Mitochondria-Derived Vesicles Deliver Antimicrobial Reactive Oxygen Species to Control Phagosome-Localized Staphylococcus aureus

Pathogenic bacteria taken up into the macrophage phagosome are the target of many anti-microbial mechanisms. Although mitochondria-derived anti-microbial effectors like reactive oxygen species (mROS) aid in bacterial killing, it is unclear how these effectors reach bacteria within the phagosomal lumen. We show here that endoplasmic reticulum stress triggered upon methicillin-resistant Staphylococcus aureus (MRSA) infection induces mROS that are delivered to bacteria-containing phagosomes via mitochondria-derived vesicles (MDVs).
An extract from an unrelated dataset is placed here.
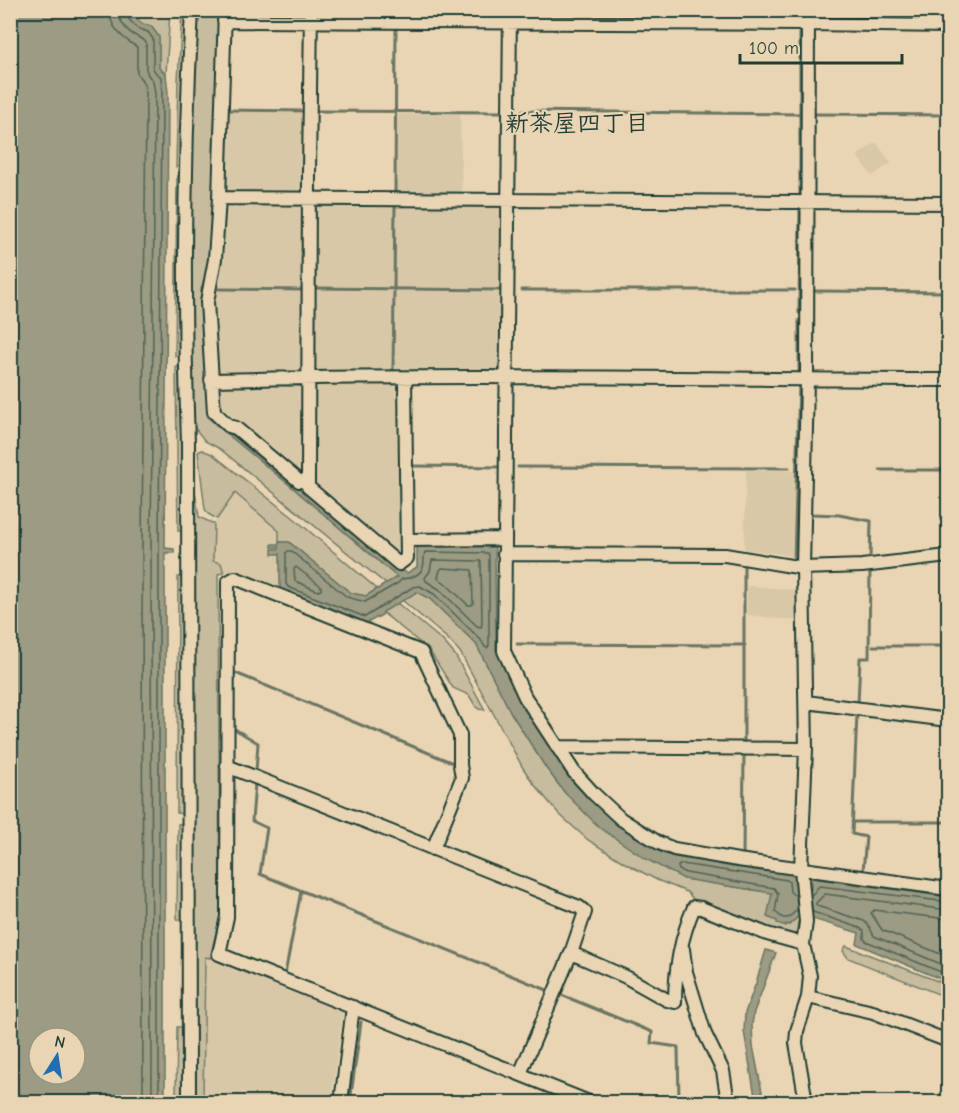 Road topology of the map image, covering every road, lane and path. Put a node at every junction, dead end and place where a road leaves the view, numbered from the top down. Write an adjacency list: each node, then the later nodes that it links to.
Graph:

The endoplasmic reticulum stress sensor IRE1 alpha induces mROS, specifically hydrogen peroxide (mH(2)O(2)), upon MRSA infection. MRSA infection also stimulates the generation of MDVs, which require the mitochondrial stress response factor Parkin, and contributes to mH(2)O(2) accumulation in bacteria-containing phagosomes. Accumulation of phagosomal H2O2 requires Toll-like receptor signaling and the mitochondrial enzyme superoxide dismutase-2 (Sod2), which is delivered to phagosomes by MDVs. Sod2 depletion compromises mH(2)O(2) production and bacterial killing. Thus, mitochondrial redox capacity enhances macrophage antimicrobial function by delivering mitochondria-derived effector molecules into bacteria-containing phagosomes.